No kidding!  As Jonathan Tonge notes, growth in lines of credit, the bulk of them HELOCs, has skyrocketed since 2000, providing a fantastic source of secured lending revenue for the banks.

Now what happens to HELOCS when real estate prices begin to recede?  For that answer, let’s turn to a fascinating graph courtesy of Calculated Risk.  It shows home equity extraction over time in the US.  In other words, it shows the dollar amount that people pulled out of their home equity via HELOCs by quarter.  You’ll recall that the US housing market peaked in 2005.  The peak home equity extraction was shortly afterwards.  Clearly people don’t want to borrow against an asset that’s falling in value.  It’s a great way to end up underwater.

You’ll notice that the blue line actually goes negative in 2008, meaning that on balance people actually began repaying those loans.  Hey wait a minute; Isn’t falling demand for credit and increased savings a recipe for deflation?  Why yes it is….and it’s coming to a neighbourhood near you!

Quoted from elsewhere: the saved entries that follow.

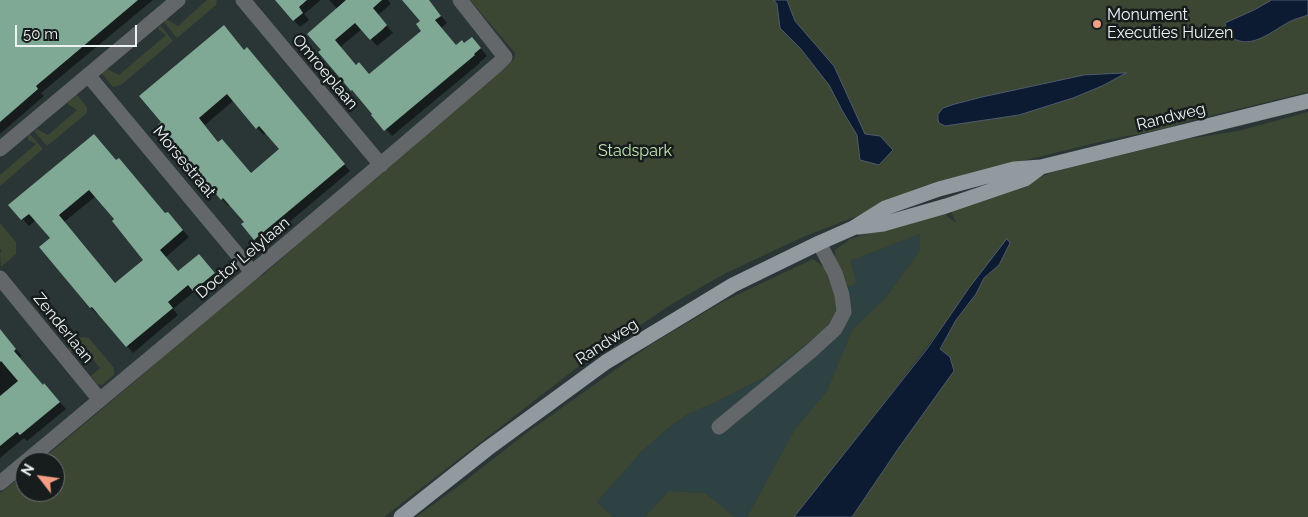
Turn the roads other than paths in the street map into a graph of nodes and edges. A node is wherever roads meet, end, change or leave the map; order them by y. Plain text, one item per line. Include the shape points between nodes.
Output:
1 (178, 0) edge
2 (243, 0) edge
3 (460, 0) edge
4 (88, 74) junction
5 (1308, 101) edge
6 (0, 149) edge
7 (381, 166) junction
8 (819, 243) junction
9 (252, 272) junction
10 (0, 278) edge
11 (100, 400) junction
12 (719, 427) dead end
13 (0, 483) edge
14 (401, 517) edge

1 - 4 street
2 - 7 street, Omroeplaan
3 - 7 street, Doctor Lelylaan via 504,57
4 - 6 street
4 - 9 street, Morsestraat
5 - 8 main road, Randweg via 1041,167 1014,169 939,188 885,208 853,228
7 - 9 street, Doctor Lelylaan
8 - 12 street via 842,295 844,312 835,329
8 - 14 main road, Randweg via 733,285 606,362
9 - 11 street, Doctor Lelylaan
10 - 11 street, Zenderlaan
11 - 13 street, Doctor Lelylaan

Of note, you’ll also notice that the red line shows the percentage of their income that the equity withdrawals represented by quarter.  At its peak, home equity withdrawals were essentially providing an extra 9% of income that was being spent in the economy.  Once again we have a clear view of the great connection between real estate prices and the broader economy.  When real estate is booming, people will tap their home equity and spend it as if it is income.  This makes its way into the broader economy, boosting employment and consumer confidence, in turn boosting housing prices.  It’s a virtuous circle on the way up, but cuts equally deeply in reverse, as the US is now experiencing.

You’ll note that the red line is also negative, meaning people are now diverting a portion of their income to repay that HELOC.  This is money that is not being spent in the economy but otherwise would have been had there not been a debt bubble.  So once again we see two important principles which are often emphasized on this blog:

1)  Debt is inflationary in the short term (rising asset prices create new demand for credit), but deflationary in the longer term, paradoxically (debt has to be repaid meaning less demand for credit and slowing velocity of money).

2)  Debt bubbles pull demand forward, creating false and unsustainable economies.  When the gap in demand hits, that’s also about the same time the crap hits the fan.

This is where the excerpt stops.